Answer: Different states of a defect, in this case, are New, Assigned, Open, Fixed, Pending Retest, Retest, Verified and Closed.
Q #5) What happens if a tester still finds an issue in the defect that is fixed by a developer?
Answer: The tester can mark the state of the defect as ‘Reopen’ if he still finds an issue in the fixed defect and the defect gets assigned to a developer for retesting.
Q #6) What is a producible defect?
Answer: A defect which is occurring repeatedly in every execution and whose steps can be captured in every execution, then such a defect is called a ‘producible’ defect.
Q #7) What type of defect is a not reproducible defect?
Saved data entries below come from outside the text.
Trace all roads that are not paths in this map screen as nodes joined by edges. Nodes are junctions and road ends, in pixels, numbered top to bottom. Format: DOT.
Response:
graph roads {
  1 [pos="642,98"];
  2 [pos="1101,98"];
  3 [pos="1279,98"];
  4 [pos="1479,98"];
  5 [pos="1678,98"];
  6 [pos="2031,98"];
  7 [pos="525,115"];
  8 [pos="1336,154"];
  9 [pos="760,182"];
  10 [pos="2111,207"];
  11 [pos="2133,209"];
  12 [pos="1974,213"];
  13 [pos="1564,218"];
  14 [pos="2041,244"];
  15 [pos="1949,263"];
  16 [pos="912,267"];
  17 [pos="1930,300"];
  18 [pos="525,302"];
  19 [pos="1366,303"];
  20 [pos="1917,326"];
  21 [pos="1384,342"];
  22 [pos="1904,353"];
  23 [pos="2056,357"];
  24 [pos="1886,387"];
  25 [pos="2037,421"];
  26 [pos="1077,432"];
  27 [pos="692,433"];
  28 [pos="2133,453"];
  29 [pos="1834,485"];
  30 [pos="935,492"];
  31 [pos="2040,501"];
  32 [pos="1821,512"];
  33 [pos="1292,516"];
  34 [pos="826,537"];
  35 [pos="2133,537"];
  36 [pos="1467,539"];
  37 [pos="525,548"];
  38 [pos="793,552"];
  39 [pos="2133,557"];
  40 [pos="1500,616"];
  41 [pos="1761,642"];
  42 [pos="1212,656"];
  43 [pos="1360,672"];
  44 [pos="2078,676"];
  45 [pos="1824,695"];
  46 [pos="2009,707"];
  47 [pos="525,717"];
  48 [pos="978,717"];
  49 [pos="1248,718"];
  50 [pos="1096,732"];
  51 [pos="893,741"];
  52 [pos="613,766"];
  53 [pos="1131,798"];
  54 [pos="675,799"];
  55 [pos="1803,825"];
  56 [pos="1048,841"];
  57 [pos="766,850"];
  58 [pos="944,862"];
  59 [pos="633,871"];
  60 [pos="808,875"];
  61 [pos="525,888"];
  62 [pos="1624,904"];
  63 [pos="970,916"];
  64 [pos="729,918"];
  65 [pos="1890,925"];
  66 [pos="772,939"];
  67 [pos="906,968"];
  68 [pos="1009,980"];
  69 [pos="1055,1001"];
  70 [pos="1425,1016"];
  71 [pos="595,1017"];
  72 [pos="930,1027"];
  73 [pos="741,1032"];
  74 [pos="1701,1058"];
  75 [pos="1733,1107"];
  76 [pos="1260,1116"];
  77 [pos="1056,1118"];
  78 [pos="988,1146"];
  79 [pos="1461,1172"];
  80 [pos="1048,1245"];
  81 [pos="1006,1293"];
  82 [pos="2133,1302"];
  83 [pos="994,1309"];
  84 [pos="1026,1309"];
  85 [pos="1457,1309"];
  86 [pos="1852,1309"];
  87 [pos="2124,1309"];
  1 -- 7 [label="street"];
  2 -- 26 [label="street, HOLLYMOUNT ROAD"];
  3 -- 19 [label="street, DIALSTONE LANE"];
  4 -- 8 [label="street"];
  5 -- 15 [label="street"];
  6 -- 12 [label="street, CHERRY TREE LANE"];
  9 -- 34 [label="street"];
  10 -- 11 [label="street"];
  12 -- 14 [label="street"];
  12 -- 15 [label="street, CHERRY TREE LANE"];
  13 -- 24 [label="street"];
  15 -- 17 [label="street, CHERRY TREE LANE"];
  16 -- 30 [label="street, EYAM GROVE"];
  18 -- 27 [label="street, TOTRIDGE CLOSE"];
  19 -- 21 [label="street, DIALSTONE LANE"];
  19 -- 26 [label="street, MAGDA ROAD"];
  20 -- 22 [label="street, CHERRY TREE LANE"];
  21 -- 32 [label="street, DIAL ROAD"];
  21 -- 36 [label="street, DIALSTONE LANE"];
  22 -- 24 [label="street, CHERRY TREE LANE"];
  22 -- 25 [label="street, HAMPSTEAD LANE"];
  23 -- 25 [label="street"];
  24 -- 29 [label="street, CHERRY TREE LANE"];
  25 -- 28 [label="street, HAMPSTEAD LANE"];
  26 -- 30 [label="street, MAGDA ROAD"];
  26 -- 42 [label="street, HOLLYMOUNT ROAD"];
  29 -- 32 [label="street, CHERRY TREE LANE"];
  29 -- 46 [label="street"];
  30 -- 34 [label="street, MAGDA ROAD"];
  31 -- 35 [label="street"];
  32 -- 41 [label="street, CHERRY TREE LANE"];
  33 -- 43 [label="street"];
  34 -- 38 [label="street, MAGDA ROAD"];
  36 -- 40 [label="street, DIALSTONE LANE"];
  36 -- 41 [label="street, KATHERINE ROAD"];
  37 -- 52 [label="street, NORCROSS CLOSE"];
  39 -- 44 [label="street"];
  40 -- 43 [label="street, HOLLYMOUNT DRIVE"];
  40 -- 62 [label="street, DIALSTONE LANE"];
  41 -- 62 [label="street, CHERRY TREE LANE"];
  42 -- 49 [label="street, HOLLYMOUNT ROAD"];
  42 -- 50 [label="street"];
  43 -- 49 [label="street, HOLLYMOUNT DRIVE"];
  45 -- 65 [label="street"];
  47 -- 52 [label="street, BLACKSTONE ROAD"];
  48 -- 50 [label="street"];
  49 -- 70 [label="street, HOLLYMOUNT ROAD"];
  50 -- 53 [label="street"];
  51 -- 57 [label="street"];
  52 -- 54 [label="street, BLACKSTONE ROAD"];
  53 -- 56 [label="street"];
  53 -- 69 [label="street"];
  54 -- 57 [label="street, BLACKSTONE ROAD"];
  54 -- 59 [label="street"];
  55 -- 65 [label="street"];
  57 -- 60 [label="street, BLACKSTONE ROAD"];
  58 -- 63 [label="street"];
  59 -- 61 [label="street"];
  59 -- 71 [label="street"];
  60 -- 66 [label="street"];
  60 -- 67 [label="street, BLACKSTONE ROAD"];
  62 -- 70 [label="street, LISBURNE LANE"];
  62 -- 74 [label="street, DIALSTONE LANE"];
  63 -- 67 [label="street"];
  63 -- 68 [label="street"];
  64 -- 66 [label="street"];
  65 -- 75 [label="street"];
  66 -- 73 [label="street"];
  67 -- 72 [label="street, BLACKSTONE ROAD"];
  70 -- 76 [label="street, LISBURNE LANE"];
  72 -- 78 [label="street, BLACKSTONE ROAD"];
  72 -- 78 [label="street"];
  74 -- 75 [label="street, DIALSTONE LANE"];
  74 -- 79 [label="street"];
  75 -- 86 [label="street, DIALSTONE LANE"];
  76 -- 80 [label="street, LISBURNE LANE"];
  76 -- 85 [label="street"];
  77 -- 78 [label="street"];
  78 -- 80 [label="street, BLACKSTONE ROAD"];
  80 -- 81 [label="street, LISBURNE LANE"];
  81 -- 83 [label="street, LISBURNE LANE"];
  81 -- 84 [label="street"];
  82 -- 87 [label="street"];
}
Answer: A defect which is not occurring repeatedly in every execution and is producing only at some instances and whose steps as proof have to be captured with the help of screenshots, then such a defect is called as a ‘not reproducible’ defect.
Q #8) What is a defect report?
Answer: A defect report is a document which includes reporting information about the defect or flaw in the application which is causing the normal flow of an application deviated from its expected behavior.
Q #9) What details are included in a defect report?
Answer: A defect report consists of the following details:
Defect ID, Description of the defect, Feature Name, Test Case Name, Reproducible defect or not, Status of a defect, Severity, and Priority of a defect, Tester Name, Date of testing the defect, Build Version in which the defect was found.
And the Developer to whom defect has been assigned, name of the person who has fixed the defect, Screenshots of a defect depicting the flow of the steps, Fixing the date of a defect and the person who has approved the defect.
Q #10) When is a defect changed to a ‘deferred’ state in the defect life cycle?
Answer: When a defect that is found is not of very high importance and the one which can get fixed in the later releases are moved to a ‘deferred’ state in the Defect Life Cycle.
This is all about Defect Life Cycle.
I hope you must have gained immense knowledge about the life cycle of a defect. This tutorial will, in turn, help you while working with the defects in the future in an easy manner.